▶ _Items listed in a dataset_
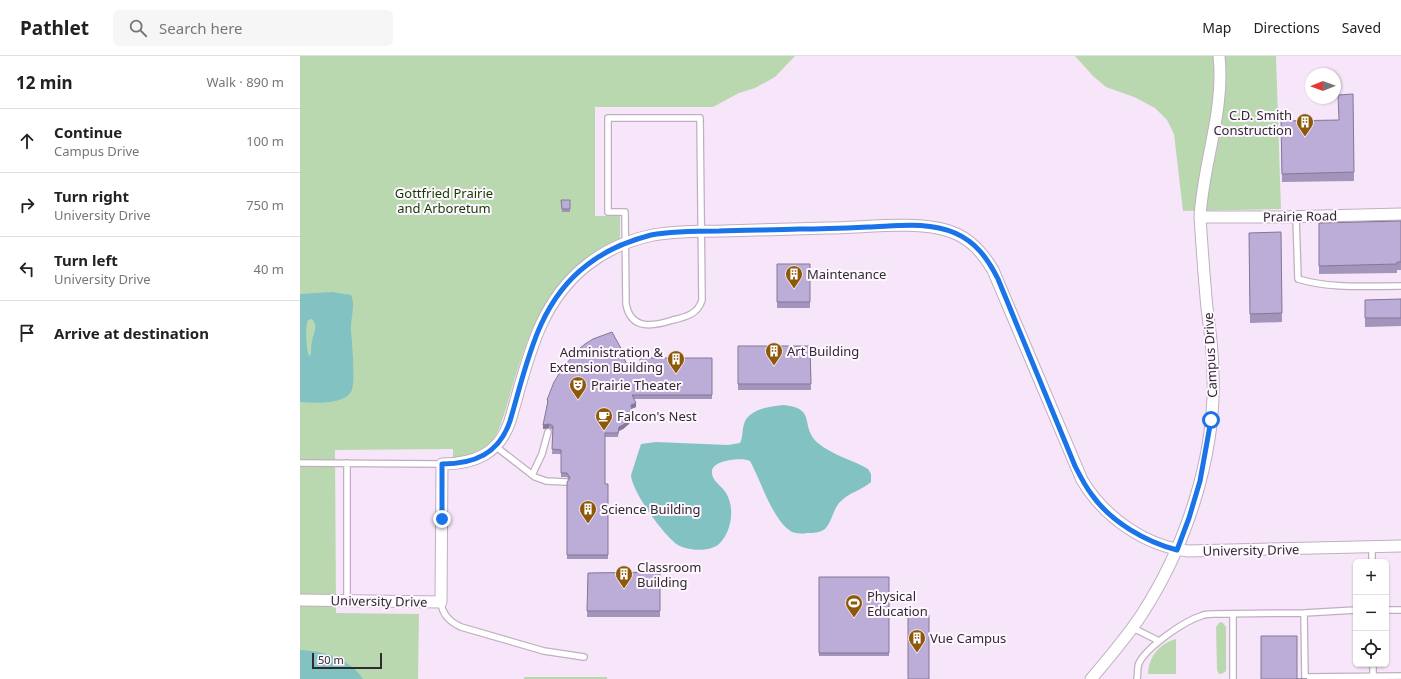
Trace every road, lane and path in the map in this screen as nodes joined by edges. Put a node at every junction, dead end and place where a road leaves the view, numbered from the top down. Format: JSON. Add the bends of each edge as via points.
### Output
{"nodes":[{"id":1,"x":1219,"y":56,"type":"edge"},
{"id":2,"x":1401,"y":214,"type":"edge"},
{"id":3,"x":1200,"y":217,"type":"junction"},
{"id":4,"x":1296,"y":217,"type":"junction"},
{"id":5,"x":701,"y":231,"type":"junction"},
{"id":6,"x":625,"y":243,"type":"junction"},
{"id":7,"x":1401,"y":286,"type":"edge"},
{"id":8,"x":548,"y":432,"type":"dead end"},
{"id":9,"x":495,"y":446,"type":"junction"},
{"id":10,"x":300,"y":463,"type":"edge"},
{"id":11,"x":347,"y":463,"type":"junction"},
{"id":12,"x":442,"y":464,"type":"junction"},
{"id":13,"x":532,"y":474,"type":"junction"},
{"id":14,"x":566,"y":482,"type":"edge"},
{"id":15,"x":1401,"y":546,"type":"edge"},
{"id":16,"x":1372,"y":547,"type":"junction"},
{"id":17,"x":1177,"y":550,"type":"junction"},
{"id":18,"x":1372,"y":559,"type":"edge"},
{"id":19,"x":300,"y":600,"type":"edge"},
{"id":20,"x":347,"y":600,"type":"junction"},
{"id":21,"x":441,"y":602,"type":"junction"},
{"id":22,"x":1353,"y":610,"type":"edge"},
{"id":23,"x":1389,"y":610,"type":"edge"},
{"id":24,"x":1401,"y":610,"type":"edge"},
{"id":25,"x":1304,"y":613,"type":"junction"},
{"id":26,"x":1233,"y":614,"type":"junction"},
{"id":27,"x":1132,"y":628,"type":"junction"},
{"id":28,"x":1159,"y":641,"type":"junction"},
{"id":29,"x":584,"y":657,"type":"dead end"},
{"id":30,"x":1373,"y":667,"type":"edge"},
{"id":31,"x":1401,"y":676,"type":"edge"},
{"id":32,"x":1373,"y":678,"type":"edge"},
{"id":33,"x":1091,"y":679,"type":"edge"},
{"id":34,"x":1137,"y":679,"type":"edge"},
{"id":35,"x":1233,"y":679,"type":"edge"}],
"edges":[{"from":1,"to":3,"type":"street","name":"Campus Drive","via":[[1218,100],[1203,181]]},
{"from":2,"to":4,"type":"street","name":"Prairie Road"},
{"from":3,"to":4,"type":"street","name":"Prairie Road"},
{"from":3,"to":17,"type":"street","name":"Campus Drive","via":[[1213,374],[1212,405],[1200,481]]},
{"from":4,"to":7,"type":"lane","via":[[1298,279],[1315,284],[1344,286]]},
{"from":5,"to":6,"type":"street","name":"University Drive","via":[[659,234]]},
{"from":5,"to":6,"type":"lane","via":[[702,300],[699,308],[691,314],[657,325],[637,322],[626,308]]},
{"from":5,"to":6,"type":"lane","via":[[700,118],[608,118],[608,212],[625,212]]},
{"from":5,"to":17,"type":"street","name":"University Drive","via":[[920,226],[948,230],[970,242],[983,254],[998,279],[1075,466],[1093,497],[1125,526],[1163,546]]},
{"from":6,"to":9,"type":"street","name":"University Drive","via":[[599,256],[581,270],[550,306],[538,330],[508,428]]},
{"from":8,"to":13,"type":"lane"},
{"from":9,"to":12,"type":"street","name":"University Drive","via":[[473,460],[459,464]]},
{"from":9,"to":13,"type":"lane"},
{"from":10,"to":11,"type":"lane"},
{"from":11,"to":12,"type":"lane"},
{"from":11,"to":20,"type":"lane"},
{"from":12,"to":21,"type":"street","name":"University Drive"},
{"from":13,"to":14,"type":"lane","via":[[546,481]]},
{"from":15,"to":16,"type":"street","name":"University Drive"},
{"from":16,"to":17,"type":"street","name":"University Drive","via":[[1201,552]]},
{"from":16,"to":18,"type":"lane"},
{"from":17,"to":27,"type":"street","name":"Campus Drive"},
{"from":19,"to":20,"type":"street","name":"University Drive"},
{"from":20,"to":21,"type":"street","name":"University Drive"},
{"from":21,"to":29,"type":"lane","via":[[445,614],[461,628],[544,651]]},
{"from":22,"to":25,"type":"lane"},
{"from":23,"to":24,"type":"lane"},
{"from":25,"to":26,"type":"lane"},
{"from":25,"to":32,"type":"lane","via":[[1305,677]]},
{"from":26,"to":28,"type":"lane","via":[[1201,616]]},
{"from":26,"to":35,"type":"lane"},
{"from":27,"to":28,"type":"lane"},
{"from":27,"to":33,"type":"street","name":"Campus Drive"},
{"from":28,"to":34,"type":"lane","via":[[1139,664]]},
{"from":30,"to":32,"type":"lane"},
{"from":31,"to":32,"type":"lane"}]}
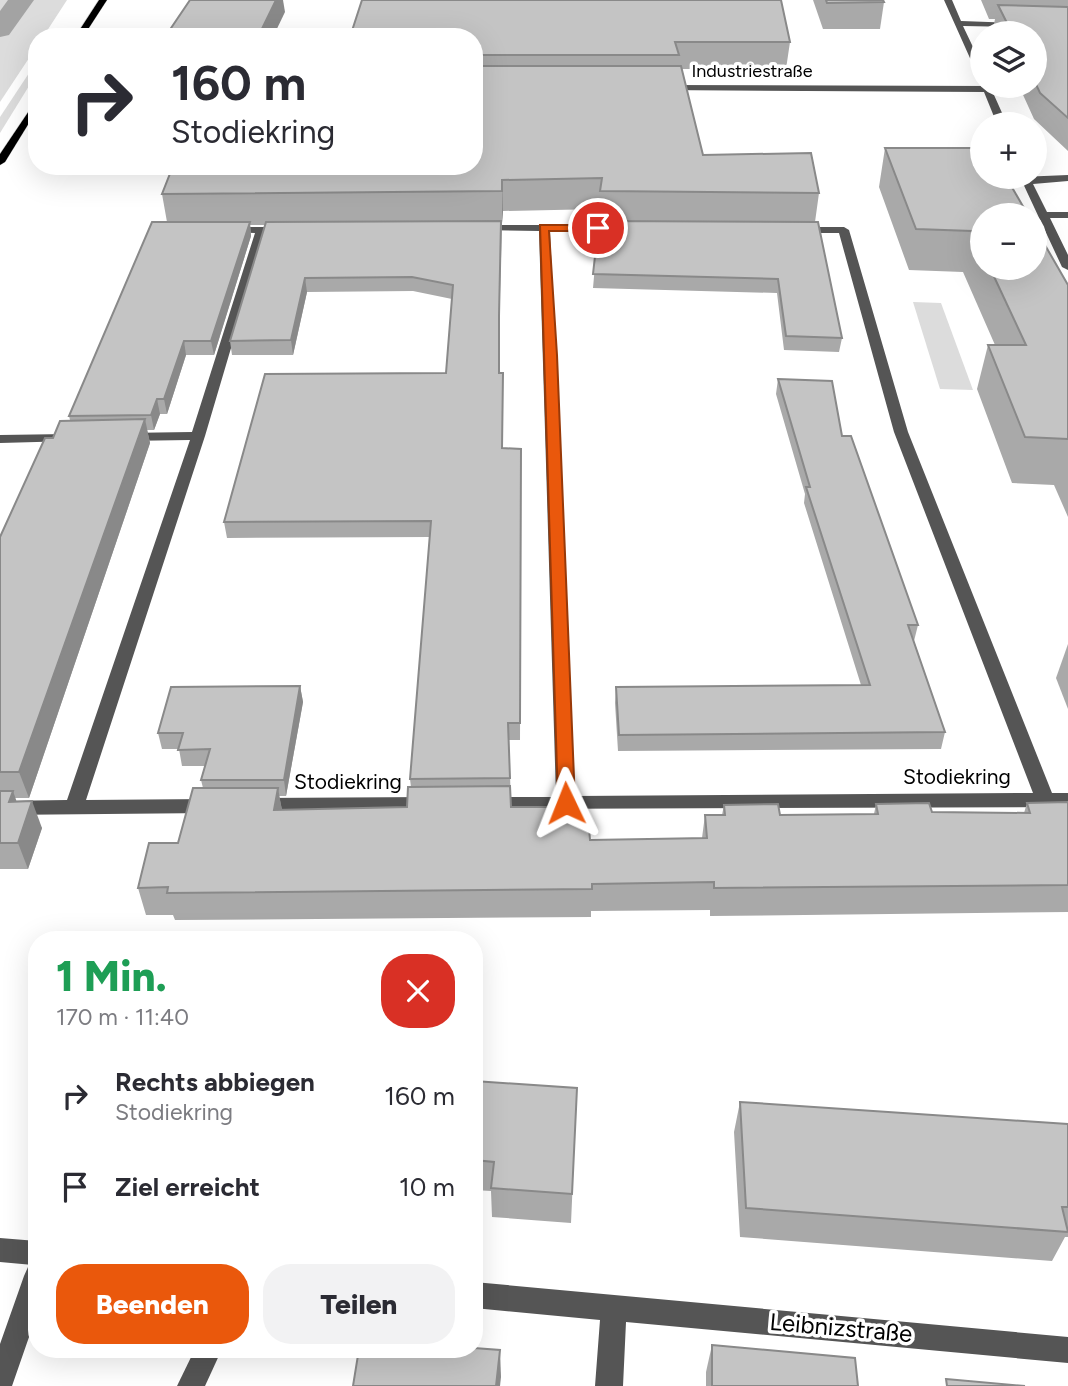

▶ _Task to carry out_
Repeat the data word for word. Skip the pictures.

▶ _Solution for this exercise_
Trace every road, lane and path in the map in this screen as nodes joined by edges. Put a node at every junction, dead end and place where a road leaves the view, numbered from the top down. Format: JSON. Add the bends of each edge as via points.
### Output
{"nodes":[{"id":1,"x":1219,"y":56,"type":"edge"},
{"id":2,"x":1401,"y":214,"type":"edge"},
{"id":3,"x":1200,"y":217,"type":"junction"},
{"id":4,"x":1296,"y":217,"type":"junction"},
{"id":5,"x":701,"y":231,"type":"junction"},
{"id":6,"x":625,"y":243,"type":"junction"},
{"id":7,"x":1401,"y":286,"type":"edge"},
{"id":8,"x":548,"y":432,"type":"dead end"},
{"id":9,"x":495,"y":446,"type":"junction"},
{"id":10,"x":300,"y":463,"type":"edge"},
{"id":11,"x":347,"y":463,"type":"junction"},
{"id":12,"x":442,"y":464,"type":"junction"},
{"id":13,"x":532,"y":474,"type":"junction"},
{"id":14,"x":566,"y":482,"type":"edge"},
{"id":15,"x":1401,"y":546,"type":"edge"},
{"id":16,"x":1372,"y":547,"type":"junction"},
{"id":17,"x":1177,"y":550,"type":"junction"},
{"id":18,"x":1372,"y":559,"type":"edge"},
{"id":19,"x":300,"y":600,"type":"edge"},
{"id":20,"x":347,"y":600,"type":"junction"},
{"id":21,"x":441,"y":602,"type":"junction"},
{"id":22,"x":1353,"y":610,"type":"edge"},
{"id":23,"x":1389,"y":610,"type":"edge"},
{"id":24,"x":1401,"y":610,"type":"edge"},
{"id":25,"x":1304,"y":613,"type":"junction"},
{"id":26,"x":1233,"y":614,"type":"junction"},
{"id":27,"x":1132,"y":628,"type":"junction"},
{"id":28,"x":1159,"y":641,"type":"junction"},
{"id":29,"x":584,"y":657,"type":"dead end"},
{"id":30,"x":1373,"y":667,"type":"edge"},
{"id":31,"x":1401,"y":676,"type":"edge"},
{"id":32,"x":1373,"y":678,"type":"edge"},
{"id":33,"x":1091,"y":679,"type":"edge"},
{"id":34,"x":1137,"y":679,"type":"edge"},
{"id":35,"x":1233,"y":679,"type":"edge"}],
"edges":[{"from":1,"to":3,"type":"street","name":"Campus Drive","via":[[1218,100],[1203,181]]},
{"from":2,"to":4,"type":"street","name":"Prairie Road"},
{"from":3,"to":4,"type":"street","name":"Prairie Road"},
{"from":3,"to":17,"type":"street","name":"Campus Drive","via":[[1213,374],[1212,405],[1200,481]]},
{"from":4,"to":7,"type":"lane","via":[[1298,279],[1315,284],[1344,286]]},
{"from":5,"to":6,"type":"street","name":"University Drive","via":[[659,234]]},
{"from":5,"to":6,"type":"lane","via":[[702,300],[699,308],[691,314],[657,325],[637,322],[626,308]]},
{"from":5,"to":6,"type":"lane","via":[[700,118],[608,118],[608,212],[625,212]]},
{"from":5,"to":17,"type":"street","name":"University Drive","via":[[920,226],[948,230],[970,242],[983,254],[998,279],[1075,466],[1093,497],[1125,526],[1163,546]]},
{"from":6,"to":9,"type":"street","name":"University Drive","via":[[599,256],[581,270],[550,306],[538,330],[508,428]]},
{"from":8,"to":13,"type":"lane"},
{"from":9,"to":12,"type":"street","name":"University Drive","via":[[473,460],[459,464]]},
{"from":9,"to":13,"type":"lane"},
{"from":10,"to":11,"type":"lane"},
{"from":11,"to":12,"type":"lane"},
{"from":11,"to":20,"type":"lane"},
{"from":12,"to":21,"type":"street","name":"University Drive"},
{"from":13,"to":14,"type":"lane","via":[[546,481]]},
{"from":15,"to":16,"type":"street","name":"University Drive"},
{"from":16,"to":17,"type":"street","name":"University Drive","via":[[1201,552]]},
{"from":16,"to":18,"type":"lane"},
{"from":17,"to":27,"type":"street","name":"Campus Drive"},
{"from":19,"to":20,"type":"street","name":"University Drive"},
{"from":20,"to":21,"type":"street","name":"University Drive"},
{"from":21,"to":29,"type":"lane","via":[[445,614],[461,628],[544,651]]},
{"from":22,"to":25,"type":"lane"},
{"from":23,"to":24,"type":"lane"},
{"from":25,"to":26,"type":"lane"},
{"from":25,"to":32,"type":"lane","via":[[1305,677]]},
{"from":26,"to":28,"type":"lane","via":[[1201,616]]},
{"from":26,"to":35,"type":"lane"},
{"from":27,"to":28,"type":"lane"},
{"from":27,"to":33,"type":"street","name":"Campus Drive"},
{"from":28,"to":34,"type":"lane","via":[[1139,664]]},
{"from":30,"to":32,"type":"lane"},
{"from":31,"to":32,"type":"lane"}]}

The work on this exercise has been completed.